Zdena Salivarova, a Czech publisher and writer "who established an émigré press that kept her country's literature alive for years after Russian tanks stamped out Czechoslovakia's renaissance in 1968," died August 25, the New York Times reported. She was 91. Salivarova "was overshadowed by her famous husband, the novelist Josef Skvorecky, whose depiction of how individuals cope with the tyrannical Czech state made him one of his country's leading late-20th-century writers, along with Vaclav Havel and Milan Kundera."

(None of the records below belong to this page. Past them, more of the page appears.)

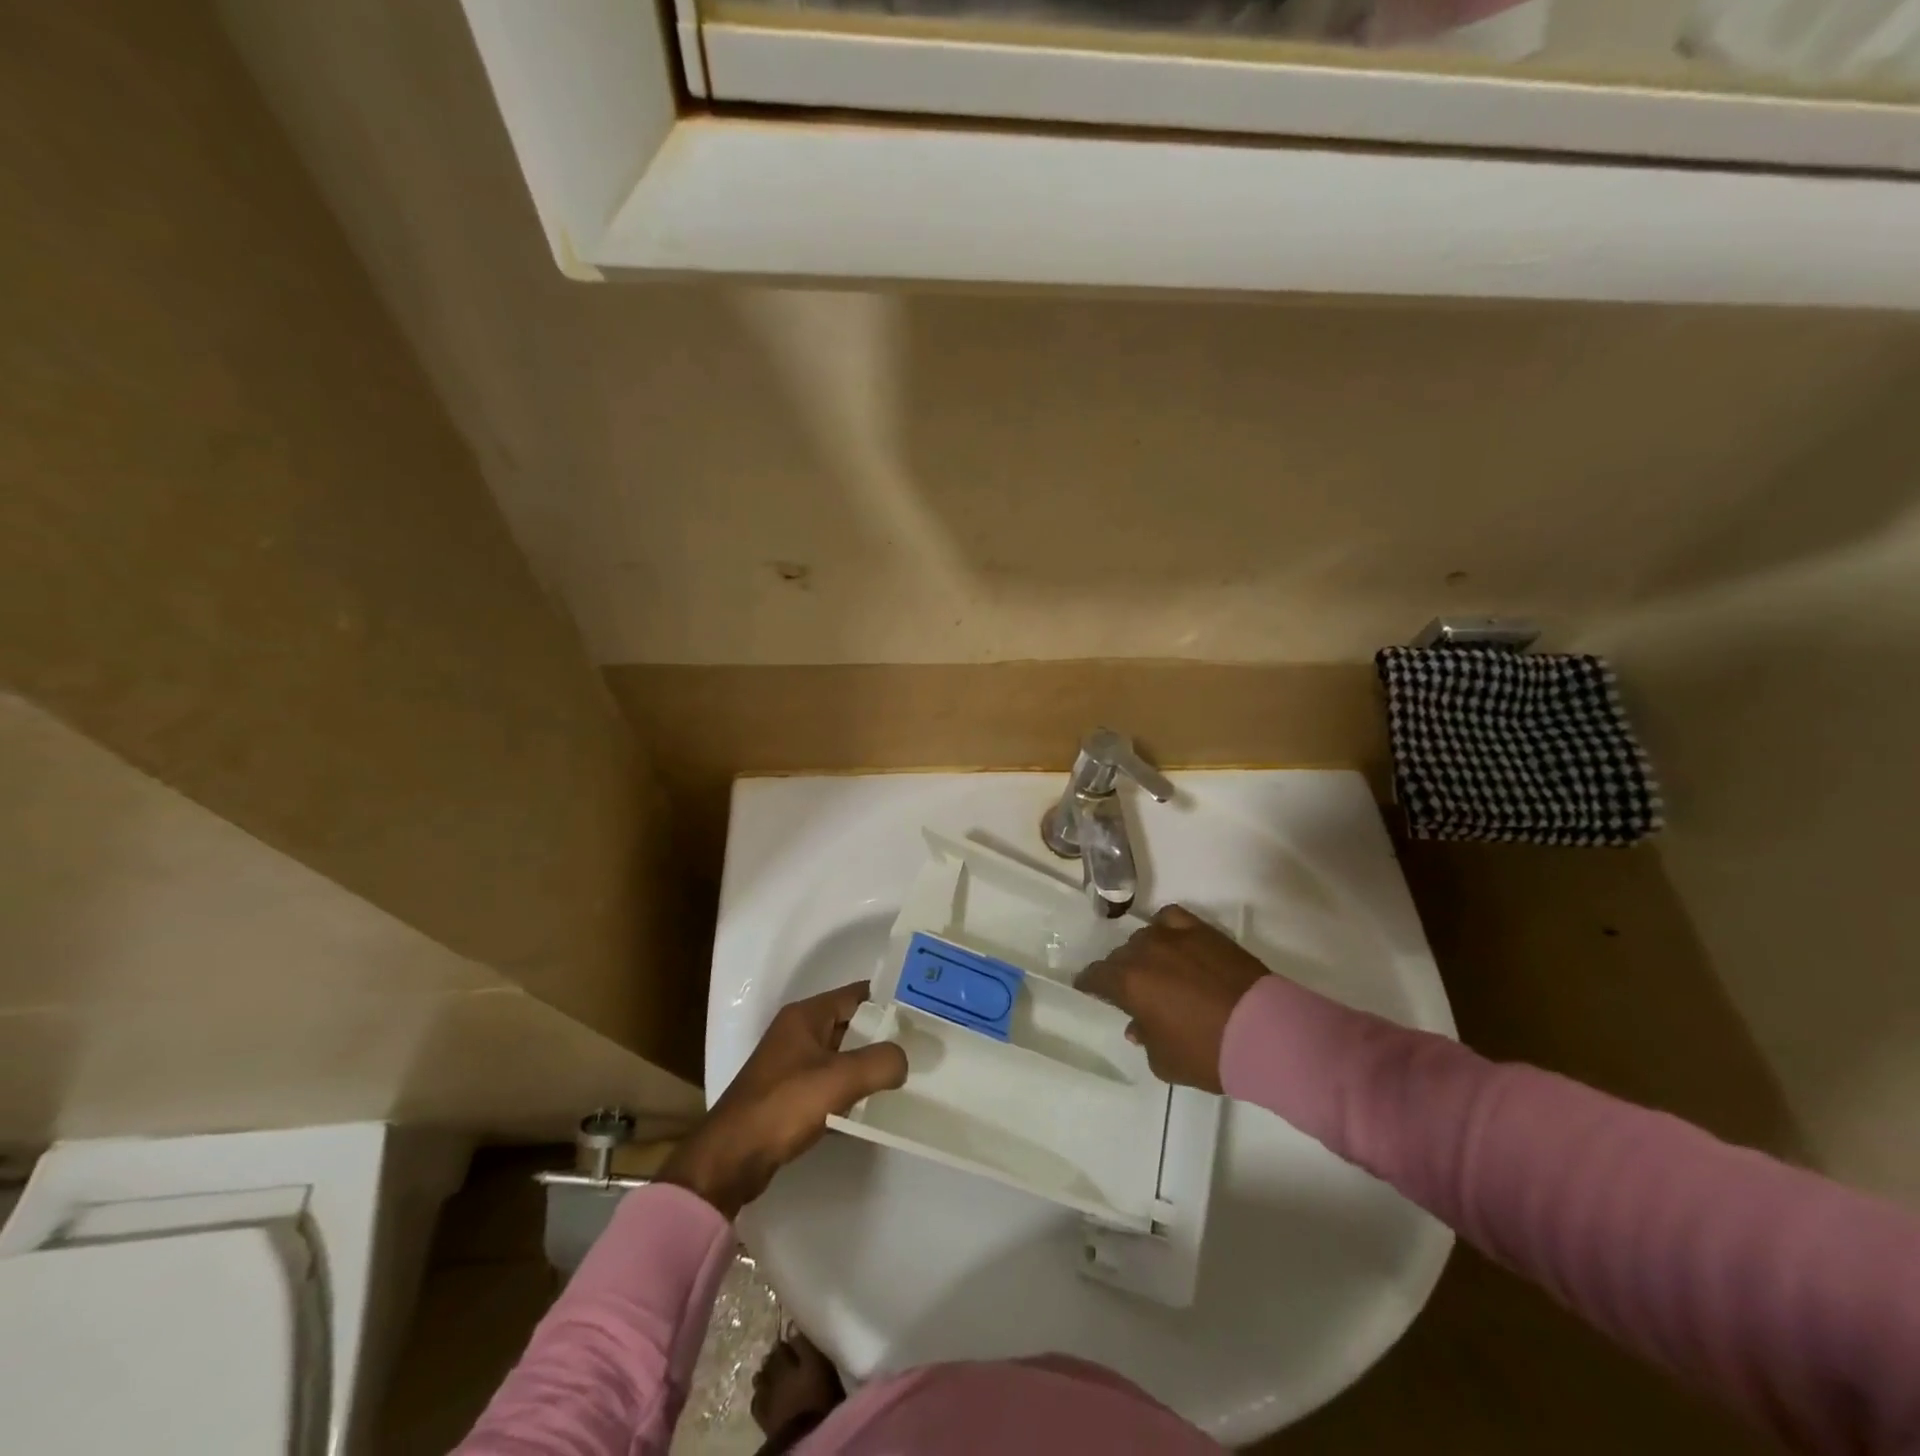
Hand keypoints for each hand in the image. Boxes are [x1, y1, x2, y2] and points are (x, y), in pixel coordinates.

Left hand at [659, 982, 906, 1217]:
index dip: (889, 1000)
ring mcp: (791, 1065)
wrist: (731, 1159)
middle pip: (851, 1024)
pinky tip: (874, 1105)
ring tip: (905, 1075)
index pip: (857, 994)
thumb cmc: (784, 1106)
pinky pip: (830, 1083)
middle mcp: (798, 1032)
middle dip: (883, 1035)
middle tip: (921, 1047)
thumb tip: (902, 1060)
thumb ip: (881, 1062)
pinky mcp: (789, 1095)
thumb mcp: (840, 1079)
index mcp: (806, 1016)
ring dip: (868, 1065)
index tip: (921, 1012)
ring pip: (842, 1056)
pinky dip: (851, 1090)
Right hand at [1076, 905, 1267, 1092]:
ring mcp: (1174, 937)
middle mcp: (1144, 952)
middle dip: (1120, 973)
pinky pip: (1171, 919)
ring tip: (1157, 970)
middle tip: (1133, 992)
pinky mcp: (1203, 930)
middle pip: (1120, 956)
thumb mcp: (1165, 1062)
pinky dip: (1165, 929)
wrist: (1265, 1033)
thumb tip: (1139, 1025)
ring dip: (1144, 954)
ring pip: (1144, 938)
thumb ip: (1145, 1039)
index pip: (1096, 977)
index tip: (1090, 990)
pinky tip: (1173, 943)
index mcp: (1128, 982)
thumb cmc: (1207, 1053)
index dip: (1090, 985)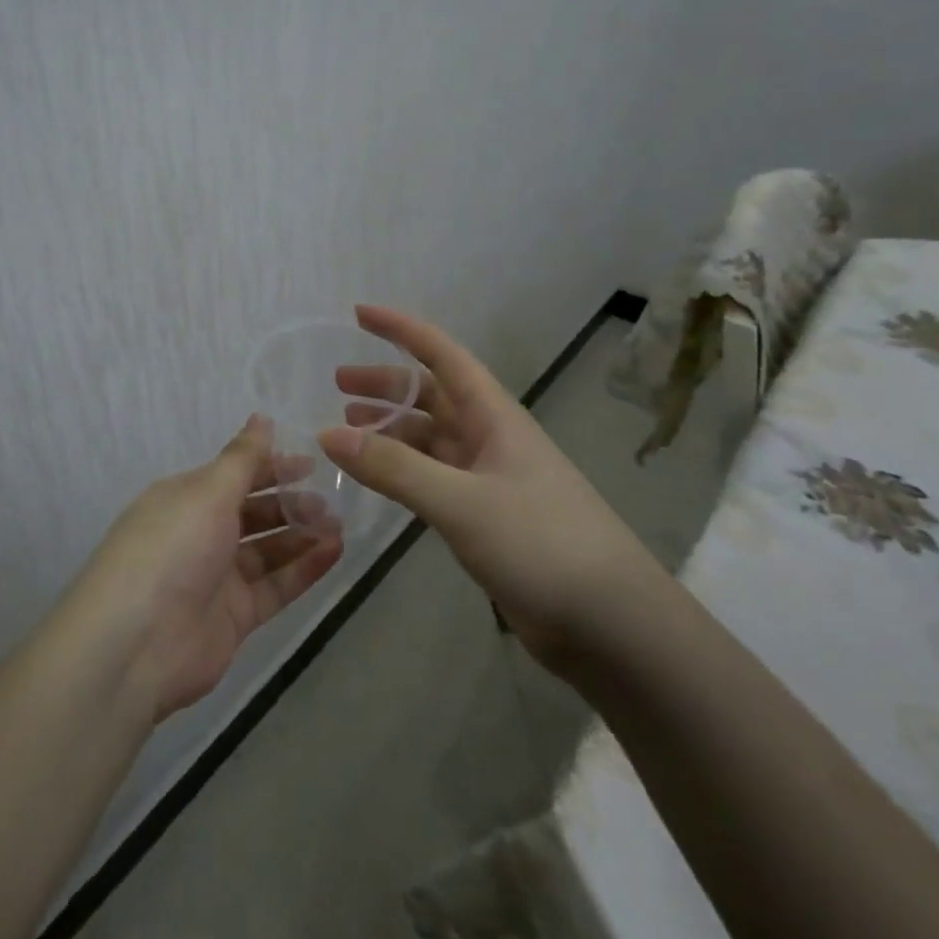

Salivarova published all three of them, along with many other writers, after establishing 68 Publishers in 1971 in the couple's Toronto apartment when they were in exile. Eventually they moved the operation to small offices in the city, where Salivarova managed the operation, typeset the books, took them to the post office and sometimes sent them back across the Iron Curtain for free.
The works of more than 200 writers, including her husband, had been banned by the Communist regime, but 68 Publishers was launched "into competition with Czechoslovakia's official publishing establishment," Times reporter Michael Kaufman wrote in 1983.
By the time the company ceased operations in 1993, "after the Velvet Revolution in Prague had overturned the Communist regime and made the couple's work superfluous, they had published 227 books by dozens of exiled and underground writers, and some 12,000 people were on their mailing list," the Times wrote.
"At a certain point she did almost everything: typeset, design, she hired people to do the art for the cover," said Paul Wilson, who was Skvorecky's translator and knew the couple well. "She laid out the books. She was there all the time. She came in early and stayed late."
In an interview contained in The Achievement of Josef Skvorecky (1994), edited by Sam Solecki, Salivarova recalled when the idea of starting a publishing house first came up, "Josef was very insecure, anxious, nervous. He said, 'What if we get bankrupt? Everybody in Prague will be so happy.' " The company's first book was Skvorecky's unpublished early novel The Republic of Whores, which earned enough money to publish another book, and the press was on its way.
68 Publishers "was far and away the most important of the émigré publishing houses," said Derek Sayer, an expert on Czech literature and an emeritus professor at the University of Alberta. "It basically kept Czech literature alive."
Salivarova put aside her own literary career to sustain the operation. Her novel Honzlova (1973, published in English as Summer in Prague) received good reviews and went through four editions at 68 Publishers, but like her husband's work, it was banned in Czechoslavakia.
In the early 1960s she had been an actress and singer. In 1965, she was admitted to the Academy of Performing Arts in Prague, where she studied script writing and worked under Milan Kundera, whose "misogynistic treatment of his women characters 'provoked' her," she said, into writing a collection of novellas published in 1968, Panska Jizda (Gentleman's Ride). She also acted in several major films under leading Czech New Wave directors.
She later said that her legacy, 68 Publishers, was almost an accident, telling Solecki: "You know, when all this started I didn't plan to be a publisher forever. It was a solution to an immediate problem--what was I going to do in Canada, and how were we to publish Josef's novel."